CharisWg commented 4 days ago

Can I use only JPG as the input? Or can you suggest what type of image is needed for the input? Do I need to create raw_1/4/16/64/256.npy files?

CalvinYang0 commented 3 days ago

If you haven’t made any specific changes, the default batch size is set to 1 when creating the test set. You only need to add an extra loop during inference, segmenting the test set into multiple patches for inference. Any remaining part that is not enough to form a full patch can be padded with zeros. After looping, you can reassemble the segments in order. This method may result in some performance loss. If you haven’t resolved this issue yet, I can organize the code from another project for your reference.

CalvinYang0 commented 3 days ago

For the original code, raw image input is essential. However, if you want to apply it to other tasks or datasets, using other image formats is certainly possible.

CharisWg commented 1 day ago

Thank you for your reply. I noticed that each training dataset includes files named raw(1,4,16,64,256).npy. My question is: what is the purpose of these files, and what are the differences between them? For my own dataset, do I need to create raw(1,4,16,64,256).npy files for each image? Additionally, what is raw_gt? Is it the original image? I am not sure what these different raw.npy files are for, so I am unsure how to create them for my own dataset.

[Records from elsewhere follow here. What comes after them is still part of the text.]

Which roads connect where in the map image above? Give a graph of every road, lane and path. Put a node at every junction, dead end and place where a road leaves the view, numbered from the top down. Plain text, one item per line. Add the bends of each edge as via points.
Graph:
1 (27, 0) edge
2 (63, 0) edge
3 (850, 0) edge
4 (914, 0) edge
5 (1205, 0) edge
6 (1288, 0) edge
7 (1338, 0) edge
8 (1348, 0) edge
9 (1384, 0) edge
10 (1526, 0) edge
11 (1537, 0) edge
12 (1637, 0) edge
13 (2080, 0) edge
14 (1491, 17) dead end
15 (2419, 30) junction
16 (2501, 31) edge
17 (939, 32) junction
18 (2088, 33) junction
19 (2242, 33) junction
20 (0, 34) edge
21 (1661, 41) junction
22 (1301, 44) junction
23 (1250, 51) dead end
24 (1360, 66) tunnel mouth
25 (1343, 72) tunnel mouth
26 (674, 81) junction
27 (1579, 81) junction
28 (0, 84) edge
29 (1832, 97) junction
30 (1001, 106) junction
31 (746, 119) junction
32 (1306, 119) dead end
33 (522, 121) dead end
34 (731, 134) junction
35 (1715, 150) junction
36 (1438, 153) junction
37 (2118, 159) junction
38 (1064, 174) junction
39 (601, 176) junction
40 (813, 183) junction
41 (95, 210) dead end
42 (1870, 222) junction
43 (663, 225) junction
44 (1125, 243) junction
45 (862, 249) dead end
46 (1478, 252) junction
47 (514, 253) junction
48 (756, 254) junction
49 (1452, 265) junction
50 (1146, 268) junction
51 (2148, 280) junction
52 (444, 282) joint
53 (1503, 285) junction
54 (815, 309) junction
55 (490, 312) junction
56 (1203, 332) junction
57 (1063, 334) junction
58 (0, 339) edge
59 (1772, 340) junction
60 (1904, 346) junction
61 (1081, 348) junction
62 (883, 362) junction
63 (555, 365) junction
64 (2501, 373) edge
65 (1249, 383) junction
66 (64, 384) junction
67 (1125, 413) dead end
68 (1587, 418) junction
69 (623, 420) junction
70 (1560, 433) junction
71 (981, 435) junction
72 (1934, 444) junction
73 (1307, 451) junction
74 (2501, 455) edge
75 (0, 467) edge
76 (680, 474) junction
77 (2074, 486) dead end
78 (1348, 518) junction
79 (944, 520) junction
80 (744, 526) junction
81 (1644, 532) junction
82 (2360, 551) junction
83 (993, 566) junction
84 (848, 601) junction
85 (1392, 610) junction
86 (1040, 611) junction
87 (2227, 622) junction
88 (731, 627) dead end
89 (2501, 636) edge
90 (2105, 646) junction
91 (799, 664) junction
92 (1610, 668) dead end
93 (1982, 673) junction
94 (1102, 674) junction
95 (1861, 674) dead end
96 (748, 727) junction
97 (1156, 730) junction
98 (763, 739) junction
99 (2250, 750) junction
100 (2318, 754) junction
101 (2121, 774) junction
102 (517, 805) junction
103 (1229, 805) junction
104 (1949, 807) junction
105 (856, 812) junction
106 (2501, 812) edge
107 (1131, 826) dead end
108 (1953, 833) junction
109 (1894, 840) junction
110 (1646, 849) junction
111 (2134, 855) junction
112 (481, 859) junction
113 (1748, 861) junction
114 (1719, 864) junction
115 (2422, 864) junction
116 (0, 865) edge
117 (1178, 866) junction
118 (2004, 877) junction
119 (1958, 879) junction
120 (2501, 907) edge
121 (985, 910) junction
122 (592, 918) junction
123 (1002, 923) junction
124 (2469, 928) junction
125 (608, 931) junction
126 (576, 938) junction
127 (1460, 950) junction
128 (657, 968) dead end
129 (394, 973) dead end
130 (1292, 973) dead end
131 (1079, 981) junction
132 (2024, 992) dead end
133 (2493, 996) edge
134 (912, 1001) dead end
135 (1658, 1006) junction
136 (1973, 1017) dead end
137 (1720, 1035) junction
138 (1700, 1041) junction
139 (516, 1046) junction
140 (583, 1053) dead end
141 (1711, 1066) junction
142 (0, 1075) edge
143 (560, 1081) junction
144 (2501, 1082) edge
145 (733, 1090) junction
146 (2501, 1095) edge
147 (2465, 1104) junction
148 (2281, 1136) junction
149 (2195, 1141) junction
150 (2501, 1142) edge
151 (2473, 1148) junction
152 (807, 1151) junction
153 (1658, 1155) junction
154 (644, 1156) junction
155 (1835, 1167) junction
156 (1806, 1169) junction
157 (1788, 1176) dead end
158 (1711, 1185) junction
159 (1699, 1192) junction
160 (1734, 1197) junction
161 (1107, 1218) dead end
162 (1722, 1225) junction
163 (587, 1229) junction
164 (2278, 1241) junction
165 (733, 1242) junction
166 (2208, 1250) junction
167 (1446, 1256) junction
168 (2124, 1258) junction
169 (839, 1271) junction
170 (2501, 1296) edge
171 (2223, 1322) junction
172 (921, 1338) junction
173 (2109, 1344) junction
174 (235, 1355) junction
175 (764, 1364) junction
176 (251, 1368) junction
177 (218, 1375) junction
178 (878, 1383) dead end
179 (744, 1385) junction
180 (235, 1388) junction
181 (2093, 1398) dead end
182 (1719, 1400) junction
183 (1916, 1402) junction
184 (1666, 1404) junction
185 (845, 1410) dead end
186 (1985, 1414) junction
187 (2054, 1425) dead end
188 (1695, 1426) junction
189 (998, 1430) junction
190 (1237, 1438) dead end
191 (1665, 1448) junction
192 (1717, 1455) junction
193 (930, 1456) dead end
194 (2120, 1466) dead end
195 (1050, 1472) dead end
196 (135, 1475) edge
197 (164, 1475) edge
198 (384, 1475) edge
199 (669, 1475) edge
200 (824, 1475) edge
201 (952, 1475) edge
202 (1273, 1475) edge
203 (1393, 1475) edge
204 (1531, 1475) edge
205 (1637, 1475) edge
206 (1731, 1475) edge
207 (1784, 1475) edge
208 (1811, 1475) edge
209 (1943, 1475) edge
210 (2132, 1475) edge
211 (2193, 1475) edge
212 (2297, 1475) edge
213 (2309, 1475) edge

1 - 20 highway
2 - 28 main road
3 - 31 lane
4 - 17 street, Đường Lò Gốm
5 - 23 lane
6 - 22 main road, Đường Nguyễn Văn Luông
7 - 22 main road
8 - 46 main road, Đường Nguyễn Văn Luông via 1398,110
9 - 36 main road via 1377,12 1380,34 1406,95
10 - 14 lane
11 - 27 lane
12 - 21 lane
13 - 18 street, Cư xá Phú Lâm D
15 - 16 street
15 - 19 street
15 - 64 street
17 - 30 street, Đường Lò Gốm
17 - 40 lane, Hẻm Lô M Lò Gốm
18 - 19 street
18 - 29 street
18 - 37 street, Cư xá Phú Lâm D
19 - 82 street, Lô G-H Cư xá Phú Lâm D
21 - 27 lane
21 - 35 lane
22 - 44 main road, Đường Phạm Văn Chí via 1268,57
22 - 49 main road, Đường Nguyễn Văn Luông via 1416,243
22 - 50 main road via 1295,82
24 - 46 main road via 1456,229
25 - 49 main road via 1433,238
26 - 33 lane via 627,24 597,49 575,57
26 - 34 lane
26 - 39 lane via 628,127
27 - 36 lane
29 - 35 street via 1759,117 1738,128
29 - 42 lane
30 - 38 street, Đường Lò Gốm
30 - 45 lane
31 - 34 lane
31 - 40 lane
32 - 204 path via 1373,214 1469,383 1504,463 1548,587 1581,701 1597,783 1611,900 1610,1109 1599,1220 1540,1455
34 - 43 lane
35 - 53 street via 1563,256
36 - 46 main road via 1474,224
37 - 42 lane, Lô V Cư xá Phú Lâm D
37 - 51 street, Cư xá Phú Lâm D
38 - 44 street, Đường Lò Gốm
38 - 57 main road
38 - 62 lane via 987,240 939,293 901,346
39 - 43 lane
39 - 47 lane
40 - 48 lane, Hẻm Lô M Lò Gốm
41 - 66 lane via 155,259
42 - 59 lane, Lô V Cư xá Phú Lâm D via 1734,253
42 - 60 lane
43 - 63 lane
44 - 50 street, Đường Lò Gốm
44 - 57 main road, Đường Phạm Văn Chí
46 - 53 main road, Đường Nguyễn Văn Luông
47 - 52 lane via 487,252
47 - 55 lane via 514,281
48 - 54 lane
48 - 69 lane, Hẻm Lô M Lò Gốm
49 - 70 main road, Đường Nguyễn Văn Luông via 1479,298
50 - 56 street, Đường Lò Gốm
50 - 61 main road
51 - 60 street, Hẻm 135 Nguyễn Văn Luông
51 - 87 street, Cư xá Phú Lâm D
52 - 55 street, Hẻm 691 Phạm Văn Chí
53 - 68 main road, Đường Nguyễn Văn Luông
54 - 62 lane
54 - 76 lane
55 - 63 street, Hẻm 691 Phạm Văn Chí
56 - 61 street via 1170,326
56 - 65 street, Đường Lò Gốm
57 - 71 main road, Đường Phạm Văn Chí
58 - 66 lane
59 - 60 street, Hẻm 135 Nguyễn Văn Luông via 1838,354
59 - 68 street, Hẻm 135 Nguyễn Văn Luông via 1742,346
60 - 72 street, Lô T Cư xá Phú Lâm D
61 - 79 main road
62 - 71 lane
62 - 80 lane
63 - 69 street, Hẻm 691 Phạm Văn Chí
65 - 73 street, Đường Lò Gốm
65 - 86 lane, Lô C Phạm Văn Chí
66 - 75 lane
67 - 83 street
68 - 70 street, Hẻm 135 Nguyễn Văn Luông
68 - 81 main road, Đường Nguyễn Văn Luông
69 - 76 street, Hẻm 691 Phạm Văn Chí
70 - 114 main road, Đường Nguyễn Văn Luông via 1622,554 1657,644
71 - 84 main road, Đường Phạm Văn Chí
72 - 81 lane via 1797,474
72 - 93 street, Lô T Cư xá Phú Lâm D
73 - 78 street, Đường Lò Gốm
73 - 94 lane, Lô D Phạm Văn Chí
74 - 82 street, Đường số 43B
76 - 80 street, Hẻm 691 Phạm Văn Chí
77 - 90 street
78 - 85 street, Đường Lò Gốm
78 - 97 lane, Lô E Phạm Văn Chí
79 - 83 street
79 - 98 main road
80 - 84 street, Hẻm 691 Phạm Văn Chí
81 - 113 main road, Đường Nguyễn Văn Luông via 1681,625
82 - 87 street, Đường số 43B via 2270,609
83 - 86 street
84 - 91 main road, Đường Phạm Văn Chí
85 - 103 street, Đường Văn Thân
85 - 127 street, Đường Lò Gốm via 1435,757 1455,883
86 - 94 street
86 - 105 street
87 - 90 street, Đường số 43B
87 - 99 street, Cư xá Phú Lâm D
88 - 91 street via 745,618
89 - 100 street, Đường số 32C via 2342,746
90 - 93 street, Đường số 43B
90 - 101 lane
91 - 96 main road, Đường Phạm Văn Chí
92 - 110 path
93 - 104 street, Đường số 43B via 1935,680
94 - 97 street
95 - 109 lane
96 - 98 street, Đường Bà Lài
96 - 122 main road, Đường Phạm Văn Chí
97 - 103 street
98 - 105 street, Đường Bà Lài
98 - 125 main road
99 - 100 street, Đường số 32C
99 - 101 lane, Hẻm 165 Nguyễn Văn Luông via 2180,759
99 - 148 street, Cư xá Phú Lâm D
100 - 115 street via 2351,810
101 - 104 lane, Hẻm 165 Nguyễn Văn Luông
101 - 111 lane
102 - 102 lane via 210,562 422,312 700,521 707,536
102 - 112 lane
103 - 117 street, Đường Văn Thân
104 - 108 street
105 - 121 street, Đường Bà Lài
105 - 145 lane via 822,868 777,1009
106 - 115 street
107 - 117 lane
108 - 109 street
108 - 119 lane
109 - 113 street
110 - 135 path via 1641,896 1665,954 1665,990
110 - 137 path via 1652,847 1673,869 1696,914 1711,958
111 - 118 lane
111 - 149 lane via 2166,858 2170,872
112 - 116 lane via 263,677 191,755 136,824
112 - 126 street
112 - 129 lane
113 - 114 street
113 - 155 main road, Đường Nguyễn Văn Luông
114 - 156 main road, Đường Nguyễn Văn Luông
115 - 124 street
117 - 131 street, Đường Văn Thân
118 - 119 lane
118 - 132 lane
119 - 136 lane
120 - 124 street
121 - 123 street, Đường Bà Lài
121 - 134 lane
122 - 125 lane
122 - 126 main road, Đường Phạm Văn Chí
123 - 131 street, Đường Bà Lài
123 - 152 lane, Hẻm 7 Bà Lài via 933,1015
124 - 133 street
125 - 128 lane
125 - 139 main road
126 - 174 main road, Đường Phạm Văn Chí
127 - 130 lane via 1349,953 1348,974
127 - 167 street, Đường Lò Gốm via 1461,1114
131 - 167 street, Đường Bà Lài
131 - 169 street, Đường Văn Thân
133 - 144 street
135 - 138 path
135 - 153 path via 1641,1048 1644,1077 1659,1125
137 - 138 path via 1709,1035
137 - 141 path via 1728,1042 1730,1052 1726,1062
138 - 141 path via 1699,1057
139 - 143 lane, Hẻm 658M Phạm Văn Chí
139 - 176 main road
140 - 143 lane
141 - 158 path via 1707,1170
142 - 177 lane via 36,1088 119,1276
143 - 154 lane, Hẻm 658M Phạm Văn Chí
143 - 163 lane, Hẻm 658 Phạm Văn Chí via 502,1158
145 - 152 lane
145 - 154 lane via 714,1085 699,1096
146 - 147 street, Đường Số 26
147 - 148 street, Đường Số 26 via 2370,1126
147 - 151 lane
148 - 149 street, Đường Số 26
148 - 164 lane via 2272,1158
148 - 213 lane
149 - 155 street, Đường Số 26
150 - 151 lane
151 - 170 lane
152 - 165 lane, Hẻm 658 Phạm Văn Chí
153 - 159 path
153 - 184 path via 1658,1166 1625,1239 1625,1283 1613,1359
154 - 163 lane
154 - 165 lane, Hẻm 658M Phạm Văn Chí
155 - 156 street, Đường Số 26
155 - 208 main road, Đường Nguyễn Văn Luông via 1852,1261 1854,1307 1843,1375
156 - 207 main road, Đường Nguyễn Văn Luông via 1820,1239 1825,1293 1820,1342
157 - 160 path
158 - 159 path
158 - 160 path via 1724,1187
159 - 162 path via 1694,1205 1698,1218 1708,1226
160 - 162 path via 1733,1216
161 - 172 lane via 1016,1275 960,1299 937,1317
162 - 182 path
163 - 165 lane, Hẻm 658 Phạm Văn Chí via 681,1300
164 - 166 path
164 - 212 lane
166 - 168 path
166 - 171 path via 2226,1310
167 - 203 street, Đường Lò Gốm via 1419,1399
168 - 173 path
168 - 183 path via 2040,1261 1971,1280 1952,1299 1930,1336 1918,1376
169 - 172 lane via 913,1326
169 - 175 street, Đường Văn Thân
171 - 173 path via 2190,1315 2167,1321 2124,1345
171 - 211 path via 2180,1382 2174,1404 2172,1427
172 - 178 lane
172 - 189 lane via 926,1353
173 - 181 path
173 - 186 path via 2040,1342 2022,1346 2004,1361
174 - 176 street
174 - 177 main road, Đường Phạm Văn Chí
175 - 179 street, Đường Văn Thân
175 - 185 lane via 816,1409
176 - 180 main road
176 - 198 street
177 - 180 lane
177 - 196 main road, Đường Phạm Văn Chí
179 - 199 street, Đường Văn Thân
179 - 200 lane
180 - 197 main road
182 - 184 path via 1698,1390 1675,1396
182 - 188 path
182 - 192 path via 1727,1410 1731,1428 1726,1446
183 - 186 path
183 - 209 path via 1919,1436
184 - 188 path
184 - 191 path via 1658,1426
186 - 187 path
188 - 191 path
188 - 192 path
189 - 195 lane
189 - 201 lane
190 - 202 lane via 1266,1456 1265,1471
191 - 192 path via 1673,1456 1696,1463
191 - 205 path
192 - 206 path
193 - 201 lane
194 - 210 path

CalvinYang0 commented 22 hours ago

https://github.com/cszhilu1998/BracketIRE For specific information about the data, please refer to the challenge description. I wonder if you are using PNG, TIF, or JPG images. I believe you only need to format the network input as (B, 3, H, W). If there are already related works with your dataset, you just need to replace the model with CRNet. What is your preferred social media platform? If you encounter any difficulties, we might be able to communicate through other means.